Ferrari Andrea
Pediatric Oncology Unit, Fondazione IRCCS Istituto Nazionale Tumori, Via G Venezian, 1 20133 Milano MI, Italy.
Expert Rev Anticancer Ther. 2008 Jun;8(6):929-38. doi: 10.1586/14737140.8.6.929.
The definition of nonrhabdomyosarcoma soft-tissue sarcomas includes a varied group of malignant soft part tumors that can occur in childhood, but the majority are entities typically observed in adult age. Similar to their adult counterparts, pediatric nonrhabdomyosarcoma soft-tissue sarcomas are usually considered scarcely sensitive to chemotherapy, but treatment strategies for these tumors have changed to some degree in recent years, and multiple-modality treatments that also include chemotherapy have increasingly been attempted. Subsets of patients with specific histological subtypes and prognostic variables have been thought likely to benefit from chemotherapy. The recent development of new molecular treatment approaches to specific tumor targets may enable the current limits of systemic therapies to be overcome in the near future, possibly identifying specific agents tailored to each histotype. While awaiting these developments, however, a better use of standard chemotherapy may prove important in improving the cure rate for these patients.

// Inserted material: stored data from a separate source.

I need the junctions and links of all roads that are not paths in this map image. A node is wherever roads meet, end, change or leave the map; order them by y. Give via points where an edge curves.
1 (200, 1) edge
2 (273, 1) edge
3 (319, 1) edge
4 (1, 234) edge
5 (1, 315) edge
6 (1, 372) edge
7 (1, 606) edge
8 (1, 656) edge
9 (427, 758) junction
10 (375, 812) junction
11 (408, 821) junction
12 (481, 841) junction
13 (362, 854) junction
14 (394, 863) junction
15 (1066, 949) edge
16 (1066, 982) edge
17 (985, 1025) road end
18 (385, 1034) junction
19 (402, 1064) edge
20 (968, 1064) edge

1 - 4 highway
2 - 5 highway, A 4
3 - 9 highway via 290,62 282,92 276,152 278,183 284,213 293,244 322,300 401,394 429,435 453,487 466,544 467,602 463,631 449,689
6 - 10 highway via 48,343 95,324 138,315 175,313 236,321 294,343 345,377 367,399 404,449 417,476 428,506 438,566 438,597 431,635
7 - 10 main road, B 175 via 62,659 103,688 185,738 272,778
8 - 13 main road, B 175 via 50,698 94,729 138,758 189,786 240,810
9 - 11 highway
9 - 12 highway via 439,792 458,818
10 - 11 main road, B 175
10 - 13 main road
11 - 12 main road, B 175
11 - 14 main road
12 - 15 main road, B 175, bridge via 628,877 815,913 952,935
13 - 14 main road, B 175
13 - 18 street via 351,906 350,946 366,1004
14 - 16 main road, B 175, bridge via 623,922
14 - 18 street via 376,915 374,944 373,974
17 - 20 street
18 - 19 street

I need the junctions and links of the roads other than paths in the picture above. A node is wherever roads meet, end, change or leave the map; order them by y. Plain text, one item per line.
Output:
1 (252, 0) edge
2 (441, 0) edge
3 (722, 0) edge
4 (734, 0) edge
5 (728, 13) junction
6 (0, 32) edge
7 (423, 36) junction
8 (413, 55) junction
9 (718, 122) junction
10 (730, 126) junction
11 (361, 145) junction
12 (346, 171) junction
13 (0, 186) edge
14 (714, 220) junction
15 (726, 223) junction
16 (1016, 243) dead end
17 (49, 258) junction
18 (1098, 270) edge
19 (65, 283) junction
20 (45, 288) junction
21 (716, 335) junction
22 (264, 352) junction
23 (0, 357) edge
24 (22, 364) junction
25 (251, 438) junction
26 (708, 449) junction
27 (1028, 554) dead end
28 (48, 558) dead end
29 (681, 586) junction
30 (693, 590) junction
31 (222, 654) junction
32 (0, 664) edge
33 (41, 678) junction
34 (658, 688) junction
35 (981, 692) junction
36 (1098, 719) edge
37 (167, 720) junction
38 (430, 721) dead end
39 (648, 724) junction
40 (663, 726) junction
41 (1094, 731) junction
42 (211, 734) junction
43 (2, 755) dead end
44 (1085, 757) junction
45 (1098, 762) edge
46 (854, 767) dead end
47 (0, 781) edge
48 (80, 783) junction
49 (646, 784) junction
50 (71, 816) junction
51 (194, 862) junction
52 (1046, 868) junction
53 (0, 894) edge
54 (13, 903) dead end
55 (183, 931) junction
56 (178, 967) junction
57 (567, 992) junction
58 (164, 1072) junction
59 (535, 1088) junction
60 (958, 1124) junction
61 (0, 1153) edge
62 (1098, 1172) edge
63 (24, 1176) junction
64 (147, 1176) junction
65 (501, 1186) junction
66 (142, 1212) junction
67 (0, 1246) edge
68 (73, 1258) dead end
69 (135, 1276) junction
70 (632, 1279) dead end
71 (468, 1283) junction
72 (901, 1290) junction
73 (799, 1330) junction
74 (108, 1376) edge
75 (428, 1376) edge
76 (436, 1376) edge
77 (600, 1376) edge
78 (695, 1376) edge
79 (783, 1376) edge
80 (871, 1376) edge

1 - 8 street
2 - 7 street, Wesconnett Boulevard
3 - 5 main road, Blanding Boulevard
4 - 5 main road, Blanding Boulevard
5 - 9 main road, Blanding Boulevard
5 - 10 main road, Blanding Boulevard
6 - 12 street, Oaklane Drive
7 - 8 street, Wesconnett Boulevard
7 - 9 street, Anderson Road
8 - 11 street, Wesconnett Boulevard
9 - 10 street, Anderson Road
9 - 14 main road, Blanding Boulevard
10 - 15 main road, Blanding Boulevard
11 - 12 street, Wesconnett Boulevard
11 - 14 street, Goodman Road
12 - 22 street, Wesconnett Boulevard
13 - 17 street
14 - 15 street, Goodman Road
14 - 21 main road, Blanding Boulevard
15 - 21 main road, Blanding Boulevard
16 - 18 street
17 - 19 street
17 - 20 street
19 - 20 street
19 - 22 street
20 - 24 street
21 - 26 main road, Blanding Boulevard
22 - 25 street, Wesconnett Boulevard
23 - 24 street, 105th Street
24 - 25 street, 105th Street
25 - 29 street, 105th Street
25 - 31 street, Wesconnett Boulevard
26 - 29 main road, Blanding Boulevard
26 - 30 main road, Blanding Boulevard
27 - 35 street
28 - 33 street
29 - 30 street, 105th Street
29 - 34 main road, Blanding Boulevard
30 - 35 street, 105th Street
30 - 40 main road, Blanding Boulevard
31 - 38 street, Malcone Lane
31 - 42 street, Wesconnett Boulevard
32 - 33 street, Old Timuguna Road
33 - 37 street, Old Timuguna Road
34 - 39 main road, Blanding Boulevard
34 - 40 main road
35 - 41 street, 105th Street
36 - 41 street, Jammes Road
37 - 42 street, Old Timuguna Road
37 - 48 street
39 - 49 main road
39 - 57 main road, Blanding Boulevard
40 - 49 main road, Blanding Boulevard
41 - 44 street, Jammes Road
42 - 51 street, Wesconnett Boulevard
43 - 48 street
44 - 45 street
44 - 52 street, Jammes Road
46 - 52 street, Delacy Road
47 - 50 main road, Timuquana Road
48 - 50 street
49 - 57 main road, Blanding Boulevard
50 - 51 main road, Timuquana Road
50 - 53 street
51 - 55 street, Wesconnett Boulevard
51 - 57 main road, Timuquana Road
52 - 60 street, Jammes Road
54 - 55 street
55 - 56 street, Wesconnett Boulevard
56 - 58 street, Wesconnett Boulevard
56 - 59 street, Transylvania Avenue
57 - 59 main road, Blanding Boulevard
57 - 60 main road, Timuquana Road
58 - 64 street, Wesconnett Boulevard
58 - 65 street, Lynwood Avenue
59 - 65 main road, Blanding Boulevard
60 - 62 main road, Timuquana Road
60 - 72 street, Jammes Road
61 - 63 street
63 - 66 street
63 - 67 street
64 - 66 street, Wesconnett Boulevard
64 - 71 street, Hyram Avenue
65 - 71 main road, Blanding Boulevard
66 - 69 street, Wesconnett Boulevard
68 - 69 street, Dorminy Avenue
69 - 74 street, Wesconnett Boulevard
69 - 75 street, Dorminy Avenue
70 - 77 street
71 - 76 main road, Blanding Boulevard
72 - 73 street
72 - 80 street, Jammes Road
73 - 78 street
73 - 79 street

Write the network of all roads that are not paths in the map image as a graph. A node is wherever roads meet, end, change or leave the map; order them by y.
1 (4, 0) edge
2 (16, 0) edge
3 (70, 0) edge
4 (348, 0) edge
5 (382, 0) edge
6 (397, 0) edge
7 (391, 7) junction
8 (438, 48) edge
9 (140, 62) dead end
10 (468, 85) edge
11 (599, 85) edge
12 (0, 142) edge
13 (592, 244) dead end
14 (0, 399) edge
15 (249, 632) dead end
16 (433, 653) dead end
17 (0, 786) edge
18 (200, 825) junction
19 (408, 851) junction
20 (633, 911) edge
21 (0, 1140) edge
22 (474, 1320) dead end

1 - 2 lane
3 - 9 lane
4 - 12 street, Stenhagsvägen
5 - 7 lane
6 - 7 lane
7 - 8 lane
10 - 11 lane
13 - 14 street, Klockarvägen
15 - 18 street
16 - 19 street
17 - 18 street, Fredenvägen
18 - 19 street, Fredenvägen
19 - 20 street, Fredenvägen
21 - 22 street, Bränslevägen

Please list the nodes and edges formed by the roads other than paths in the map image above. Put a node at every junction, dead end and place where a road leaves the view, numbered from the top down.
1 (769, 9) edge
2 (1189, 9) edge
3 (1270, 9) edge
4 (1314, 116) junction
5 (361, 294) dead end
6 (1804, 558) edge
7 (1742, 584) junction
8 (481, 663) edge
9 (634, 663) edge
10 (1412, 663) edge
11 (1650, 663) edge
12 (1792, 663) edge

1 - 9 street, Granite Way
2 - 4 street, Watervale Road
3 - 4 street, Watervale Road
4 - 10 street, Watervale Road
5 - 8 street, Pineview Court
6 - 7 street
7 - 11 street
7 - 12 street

非横纹肌肉瘤软组织肉瘤的定义包括一组多样的恶性软组织肿瘤,这些肿瘤可发生于儿童期,但大多数是典型见于成人的实体瘤。与成人的非横纹肌肉瘤软组织肉瘤相似,儿童非横纹肌肉瘤软组织肉瘤通常被认为对化疗几乎不敏感,但近年来这些肿瘤的治疗策略已在一定程度上发生了变化,包括化疗在内的多模式治疗越来越多地被尝试。具有特定组织学亚型和预后变量的患者亚组被认为可能从化疗中获益。针对特定肿瘤靶点的新分子治疗方法的最新进展可能使目前全身治疗的局限性在不久的将来得以克服,有可能确定针对每种组织学类型的特定药物。然而,在等待这些进展的同时,更好地使用标准化疗可能对提高这些患者的治愈率很重要。